Supreme Court: On inheritance rights in the property, the Supreme Court said


The Supreme Court has given a big verdict in the case of inheritance rights of girls in the property. However, the apex court ruled that the ruling would not affect children's inheritance rights. This time the Supreme Court has reported a major observation.


The Supreme Court on Tuesday passed a landmark judgment ending the preference of men in the distribution of the ancestral property of Hindus. Since 1956, girls have had the same rights as boys in the property of fathers, grandfathers, and great-grandparents, the court said. The Hindu Heritage Act came into force in 1956. A three-judge bench headed by Supreme Court Justice Arun Mishra observed that "a boy lives till he gets married and a girl stays a girl for life".



Birth and death have nothing to do: Court

Justice Arun Mishra, Justice S. As per the amendments made by Abdul Nazir and Justice MR Shah in 2005, the previous meaning of Article 6 of the Hindu Heritage Rights Act has changed. Whether the father was alive on September 9, 2005, or whether the daughter was born before or after that date, has nothing to do with ancestral property rights, the bench observed. Just as boys have a right to ancestral property, girls also have a birthright, a Supreme Court bench has made clear. The Hindu Heritage (Amendment) Act came into force on September 9, 2005.

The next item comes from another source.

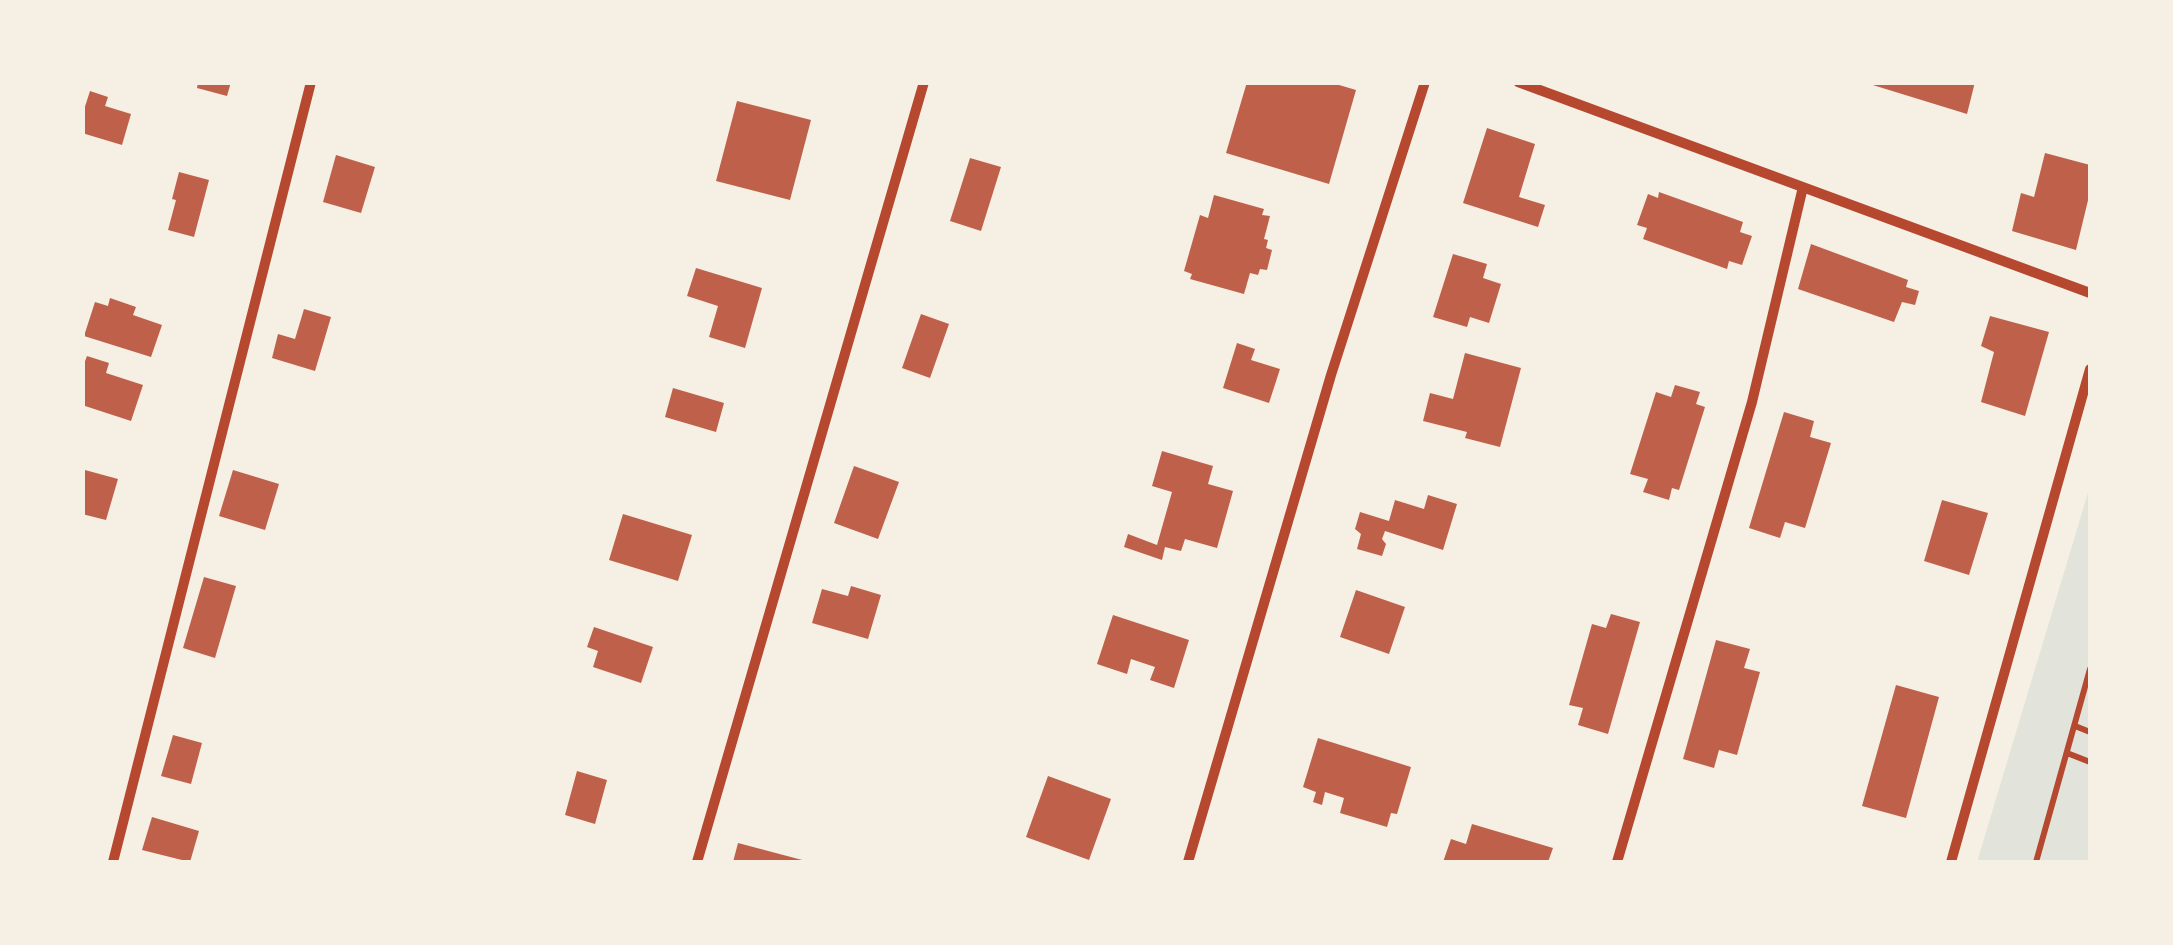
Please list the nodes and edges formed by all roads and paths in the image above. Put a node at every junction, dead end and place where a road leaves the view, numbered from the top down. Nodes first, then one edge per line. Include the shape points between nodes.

Girls have the same rights and responsibilities as boys: Court

The Hindu Heritage Act, 1956, amends Article 6 to allow girls born before or after birth to participate in the inheritance and to give them the same rights and responsibilities as boys. In her 121-page judgment, Justice Arun Mishra has made it clear that girls will be able to claim ancestral property from September 9, 2005. As provided in the amended paragraph 6, daughters cannot question the sale or acquisition of ancestral property by heirs who survived before December 20, 2004. The court also advised that Hindu families should not be upset with the latest verdict.



The latest decision does not affect the child's rights.

'It's just to increase the rights of girls. This will not affect the rights of other relatives. A three-judge bench of the apex court said that the powers conferred on them under Article 6 would be upheld. "Since the enactment of this Act in 1956, girls have been entitled to ancestral property or property," the bench said in response to a retrospective application under Article 6. The court clarified that the girl will not be able to claim her ancestral property which was settled before December 20, 2004 (by sale or division).



The son stays with the parents only till marriage.

It is considered as ancestral property among Hindus which is obtained from father, grandfather, or great-grandfather. Only heirs have the right to claim a share in ancestral property. Analyzing the Mitakshara system applicable to various types of property owned by Hindu families, Justice Arun Mishra referred to the 1996 judgment of the Supreme Court. 'Unless there is a marriage, the child is the child. But the girl remains a girl for the rest of her life, the court noted.



The 2005 amendment is a just decision of late. The constitutional goal of gender equality has been achieved without delay and discrimination has been eliminated by Article 6 of the 2005 Amendment Act, the bench said. Traditional classical Hindu law prevented girls from inheriting. But in the spirit of the Constitution, it has been repealed by amending the provisions.